What you need to do
Copy out each line of the entries where the word "PETERBOROUGH" is present.

The input
>>
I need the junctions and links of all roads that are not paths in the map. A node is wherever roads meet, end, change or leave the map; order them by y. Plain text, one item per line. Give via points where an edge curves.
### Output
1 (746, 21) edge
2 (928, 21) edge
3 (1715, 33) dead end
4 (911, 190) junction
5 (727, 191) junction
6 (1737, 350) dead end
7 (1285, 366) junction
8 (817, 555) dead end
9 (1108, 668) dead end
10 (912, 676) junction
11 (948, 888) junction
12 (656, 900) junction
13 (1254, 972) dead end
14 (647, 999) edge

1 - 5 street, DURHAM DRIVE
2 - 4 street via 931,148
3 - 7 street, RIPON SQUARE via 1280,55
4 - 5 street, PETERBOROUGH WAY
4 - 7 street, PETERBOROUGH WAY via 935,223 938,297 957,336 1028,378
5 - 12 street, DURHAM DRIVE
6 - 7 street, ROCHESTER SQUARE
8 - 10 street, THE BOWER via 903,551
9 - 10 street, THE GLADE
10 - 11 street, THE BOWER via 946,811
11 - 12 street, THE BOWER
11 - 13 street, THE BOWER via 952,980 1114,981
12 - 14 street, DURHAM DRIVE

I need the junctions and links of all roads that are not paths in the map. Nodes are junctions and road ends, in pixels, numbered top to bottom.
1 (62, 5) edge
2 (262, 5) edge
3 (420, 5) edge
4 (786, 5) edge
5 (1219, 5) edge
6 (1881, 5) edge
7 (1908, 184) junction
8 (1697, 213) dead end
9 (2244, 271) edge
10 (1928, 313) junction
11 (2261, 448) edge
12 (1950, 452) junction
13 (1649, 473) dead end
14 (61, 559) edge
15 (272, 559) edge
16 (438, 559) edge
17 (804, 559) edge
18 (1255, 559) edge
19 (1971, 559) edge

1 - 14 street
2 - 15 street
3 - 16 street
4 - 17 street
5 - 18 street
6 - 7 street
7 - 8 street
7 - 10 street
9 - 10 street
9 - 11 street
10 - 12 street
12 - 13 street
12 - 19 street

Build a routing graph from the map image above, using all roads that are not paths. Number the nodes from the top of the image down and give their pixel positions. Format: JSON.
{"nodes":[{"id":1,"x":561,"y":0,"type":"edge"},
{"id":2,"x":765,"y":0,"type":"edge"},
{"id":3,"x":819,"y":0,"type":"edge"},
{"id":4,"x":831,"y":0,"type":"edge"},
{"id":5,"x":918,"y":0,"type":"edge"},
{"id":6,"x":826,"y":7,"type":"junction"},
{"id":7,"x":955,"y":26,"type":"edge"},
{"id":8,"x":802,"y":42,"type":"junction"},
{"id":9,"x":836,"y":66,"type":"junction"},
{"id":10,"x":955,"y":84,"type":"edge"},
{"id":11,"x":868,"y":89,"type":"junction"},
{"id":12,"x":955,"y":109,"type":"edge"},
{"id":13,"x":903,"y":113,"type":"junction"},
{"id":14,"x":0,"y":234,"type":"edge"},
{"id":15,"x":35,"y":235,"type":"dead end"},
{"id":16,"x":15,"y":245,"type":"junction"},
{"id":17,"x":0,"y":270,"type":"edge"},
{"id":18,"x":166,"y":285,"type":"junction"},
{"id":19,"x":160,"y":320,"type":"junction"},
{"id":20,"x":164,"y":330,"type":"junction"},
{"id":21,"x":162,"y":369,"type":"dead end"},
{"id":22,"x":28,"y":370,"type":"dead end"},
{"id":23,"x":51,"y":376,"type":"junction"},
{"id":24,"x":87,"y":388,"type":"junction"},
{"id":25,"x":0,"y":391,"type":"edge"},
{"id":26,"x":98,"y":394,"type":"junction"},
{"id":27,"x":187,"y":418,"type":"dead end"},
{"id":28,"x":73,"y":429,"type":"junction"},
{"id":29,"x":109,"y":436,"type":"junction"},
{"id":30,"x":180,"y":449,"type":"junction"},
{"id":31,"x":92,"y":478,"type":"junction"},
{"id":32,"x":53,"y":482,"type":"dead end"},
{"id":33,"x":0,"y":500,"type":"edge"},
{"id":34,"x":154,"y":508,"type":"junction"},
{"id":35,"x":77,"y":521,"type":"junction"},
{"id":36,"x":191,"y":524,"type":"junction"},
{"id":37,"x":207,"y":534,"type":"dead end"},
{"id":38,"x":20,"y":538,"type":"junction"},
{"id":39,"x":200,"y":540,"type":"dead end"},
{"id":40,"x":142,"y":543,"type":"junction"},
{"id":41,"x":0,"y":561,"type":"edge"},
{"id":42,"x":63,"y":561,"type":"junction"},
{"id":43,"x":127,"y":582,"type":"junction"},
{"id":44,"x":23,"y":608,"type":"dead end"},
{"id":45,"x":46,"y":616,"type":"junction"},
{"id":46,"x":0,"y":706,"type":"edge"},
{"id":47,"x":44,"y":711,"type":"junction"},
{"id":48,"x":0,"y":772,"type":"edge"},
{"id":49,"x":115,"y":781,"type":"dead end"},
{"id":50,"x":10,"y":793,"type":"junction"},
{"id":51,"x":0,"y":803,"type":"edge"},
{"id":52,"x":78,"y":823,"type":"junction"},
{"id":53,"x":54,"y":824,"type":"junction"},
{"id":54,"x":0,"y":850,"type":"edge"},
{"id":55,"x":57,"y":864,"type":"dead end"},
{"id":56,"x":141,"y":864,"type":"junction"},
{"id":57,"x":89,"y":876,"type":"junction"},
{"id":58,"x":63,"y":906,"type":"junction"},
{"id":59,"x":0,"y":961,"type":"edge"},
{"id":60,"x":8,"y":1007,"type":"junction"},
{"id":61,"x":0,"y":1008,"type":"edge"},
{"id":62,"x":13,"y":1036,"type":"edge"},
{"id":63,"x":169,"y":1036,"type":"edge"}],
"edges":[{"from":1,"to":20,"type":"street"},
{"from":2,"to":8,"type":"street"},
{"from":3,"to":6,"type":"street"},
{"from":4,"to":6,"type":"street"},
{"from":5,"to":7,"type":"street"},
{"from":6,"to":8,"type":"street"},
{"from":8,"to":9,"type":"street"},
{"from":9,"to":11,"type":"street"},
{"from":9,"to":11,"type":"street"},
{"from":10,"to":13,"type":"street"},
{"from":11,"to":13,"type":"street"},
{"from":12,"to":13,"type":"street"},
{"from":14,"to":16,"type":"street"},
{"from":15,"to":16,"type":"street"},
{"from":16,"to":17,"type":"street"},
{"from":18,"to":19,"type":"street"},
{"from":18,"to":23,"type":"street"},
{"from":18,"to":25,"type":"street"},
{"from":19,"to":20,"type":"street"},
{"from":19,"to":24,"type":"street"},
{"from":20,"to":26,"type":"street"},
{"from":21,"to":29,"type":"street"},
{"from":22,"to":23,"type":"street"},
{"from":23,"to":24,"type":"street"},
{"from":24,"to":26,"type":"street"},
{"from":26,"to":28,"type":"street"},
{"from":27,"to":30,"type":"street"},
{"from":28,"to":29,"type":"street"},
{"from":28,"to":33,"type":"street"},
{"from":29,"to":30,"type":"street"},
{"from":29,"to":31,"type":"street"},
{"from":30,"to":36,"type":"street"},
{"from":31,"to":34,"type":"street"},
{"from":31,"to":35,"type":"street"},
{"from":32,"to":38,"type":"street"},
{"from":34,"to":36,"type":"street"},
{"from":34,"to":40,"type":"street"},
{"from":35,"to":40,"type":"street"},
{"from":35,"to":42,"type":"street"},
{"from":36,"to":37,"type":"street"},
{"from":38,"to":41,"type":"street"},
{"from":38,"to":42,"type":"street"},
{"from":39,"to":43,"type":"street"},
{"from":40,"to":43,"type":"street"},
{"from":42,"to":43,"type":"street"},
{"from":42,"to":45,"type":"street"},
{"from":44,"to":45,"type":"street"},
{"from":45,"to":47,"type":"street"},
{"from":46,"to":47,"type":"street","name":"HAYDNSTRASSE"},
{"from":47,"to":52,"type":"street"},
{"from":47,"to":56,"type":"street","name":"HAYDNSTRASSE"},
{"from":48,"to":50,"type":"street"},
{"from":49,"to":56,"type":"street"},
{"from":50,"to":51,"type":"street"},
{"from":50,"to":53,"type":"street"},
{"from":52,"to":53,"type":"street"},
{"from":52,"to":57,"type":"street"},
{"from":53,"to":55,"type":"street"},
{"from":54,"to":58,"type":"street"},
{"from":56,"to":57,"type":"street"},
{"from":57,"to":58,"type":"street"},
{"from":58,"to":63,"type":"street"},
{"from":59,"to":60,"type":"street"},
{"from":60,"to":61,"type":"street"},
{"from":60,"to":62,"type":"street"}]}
<<
Exercise answer
4 - 5 street, PETERBOROUGH WAY
4 - 7 street, PETERBOROUGH WAY via 935,223 938,297 957,336 1028,378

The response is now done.